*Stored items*
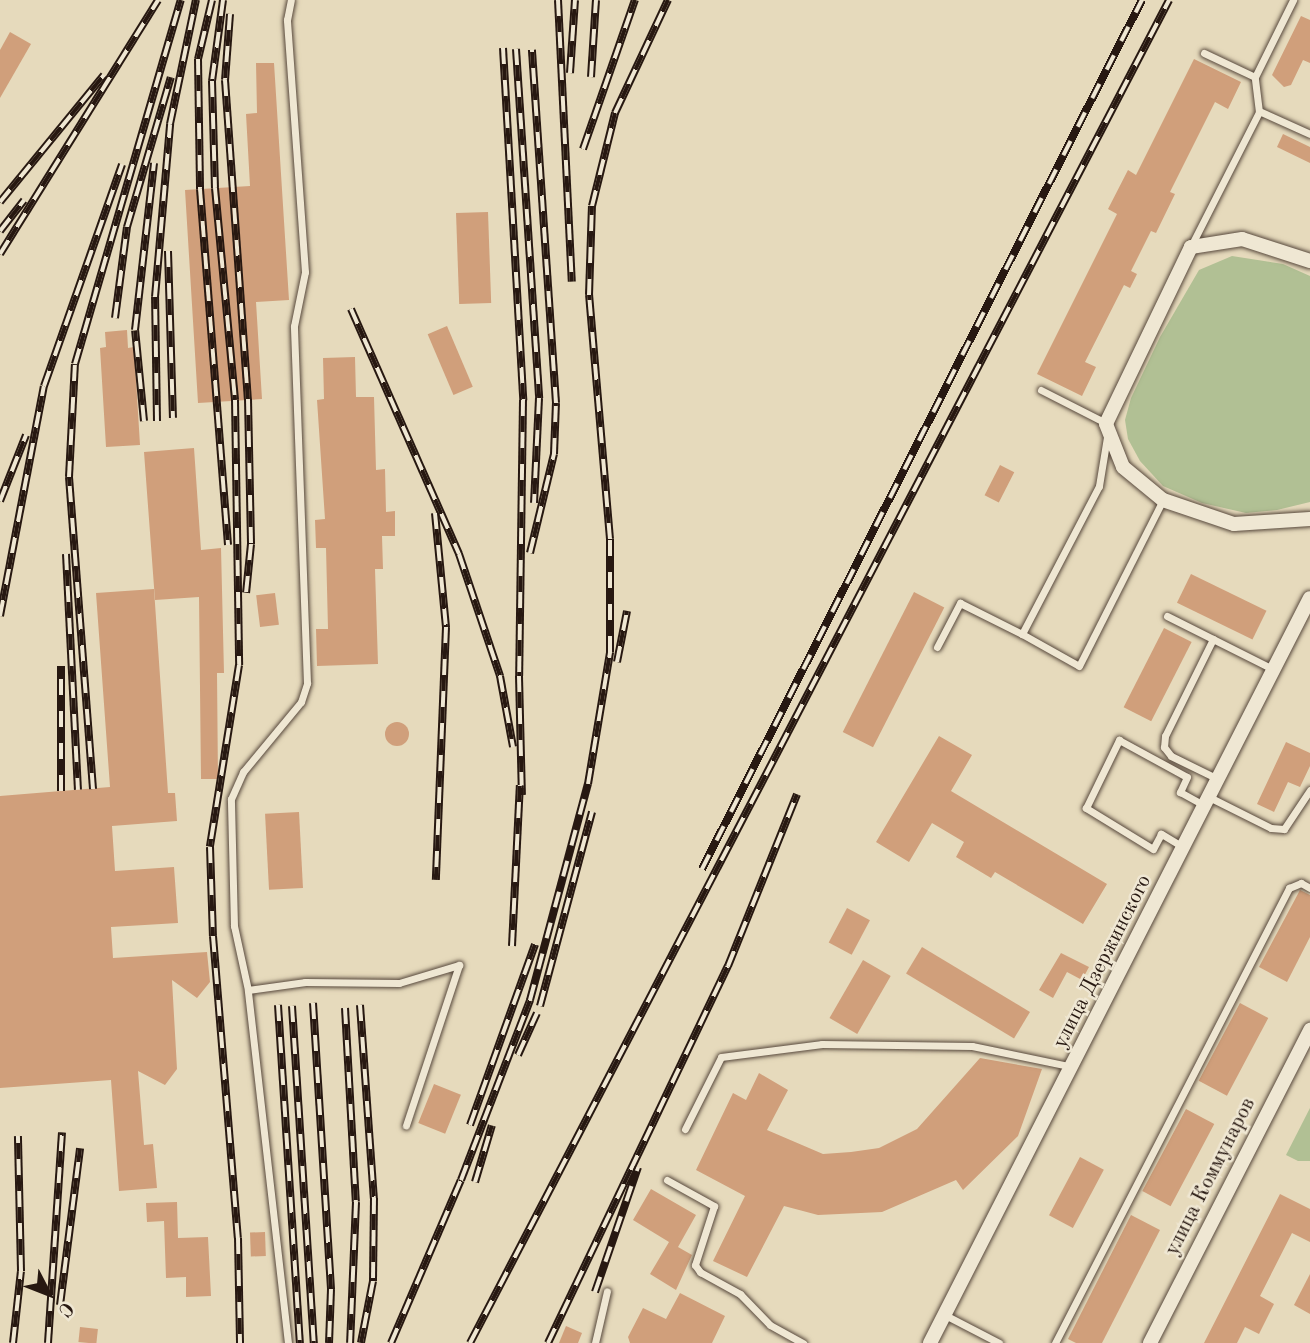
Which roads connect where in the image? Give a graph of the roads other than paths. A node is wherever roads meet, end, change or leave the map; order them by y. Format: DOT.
graph roads {
  1 [pos="291,0"];
  2 [pos="1293,0"];
  3 [pos="1204,53"];
  4 [pos="1255,77"];
  5 [pos="1259,111"];
  6 [pos="1310,134"];
  7 [pos="1191,247"];
  8 [pos="1310,261"];
  9 [pos="1041,390"];
  10 [pos="1107,430"];
  11 [pos="1163,500"];
  12 [pos="1310,519"];
  13 [pos="1310,598"];
  14 [pos="1167,616"];
  15 [pos="1022,634"];
  16 [pos="1213,639"];
  17 [pos="937,648"];
  18 [pos="1274,670"];
  19 [pos="1218,779"];
  20 [pos="1310,790"];
  21 [pos="1207,801"];
  22 [pos="1184,848"];
  23 [pos="1310,888"];
  24 [pos="248,990"];
  25 [pos="1310,1030"];
  26 [pos="1074,1067"];
  27 [pos="406,1125"];
  28 [pos="685,1129"];
  29 [pos="667,1180"];
  30 [pos="607,1290"];
  31 [pos="944,1315"];
  32 [pos="288,1343"];
  33 [pos="595,1343"];
  34 [pos="803,1343"];
  35 [pos="930,1343"];
  36 [pos="999,1343"];
  37 [pos="1055,1343"];
  38 [pos="1150,1343"];
  1 -- 24 [label="lane"];
  2 -- 4 [label="lane"];
  3 -- 4 [label="lane"];
  4 -- 5 [label="lane"];
  5 -- 6 [label="lane"];
  5 -- 7 [label="lane"];
  7 -- 8 [label="street"];
  7 -- 10 [label="street"];
  9 -- 10 [label="lane"];
  10 -- 11 [label="street"];
  10 -- 15 [label="lane"];
  11 -- 12 [label="street"];
  11 -- 15 [label="lane"];
  13 -- 18 [label="street, улица Дзержинского"];
  14 -- 16 [label="lane"];
  15 -- 17 [label="lane"];
  16 -- 18 [label="lane"];
  16 -- 19 [label="lane"];
  18 -- 19 [label="street, улица Дзержинского"];
  19 -- 21 [label="street, улица Дзержинского"];
  20 -- 21 [label="lane"];
  21 -- 22 [label="street, улица Дзержинского"];
  21 -- 22 [label="lane"];
  22 -- 26 [label="street, улица Дзержинского"];
  23 -- 37 [label="lane"];
  24 -- 27 [label="lane"];
  24 -- 32 [label="lane"];
  25 -- 38 [label="street, улица Коммунаров"];
  26 -- 28 [label="lane"];
  26 -- 31 [label="street, улица Дзержинского"];
  29 -- 34 [label="lane"];
  30 -- 33 [label="lane"];
  31 -- 35 [label="street, улица Дзержинского"];
  31 -- 36 [label="lane"];
}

*Work instructions*
Throughout the records above, find the lines in which the word "graph" appears and return them.

*Task answer*
Which roads connect where in the image? Give a graph of the roads other than paths. A node is wherever roads meet, end, change or leave the map; order them by y. Format: DOT.
graph roads {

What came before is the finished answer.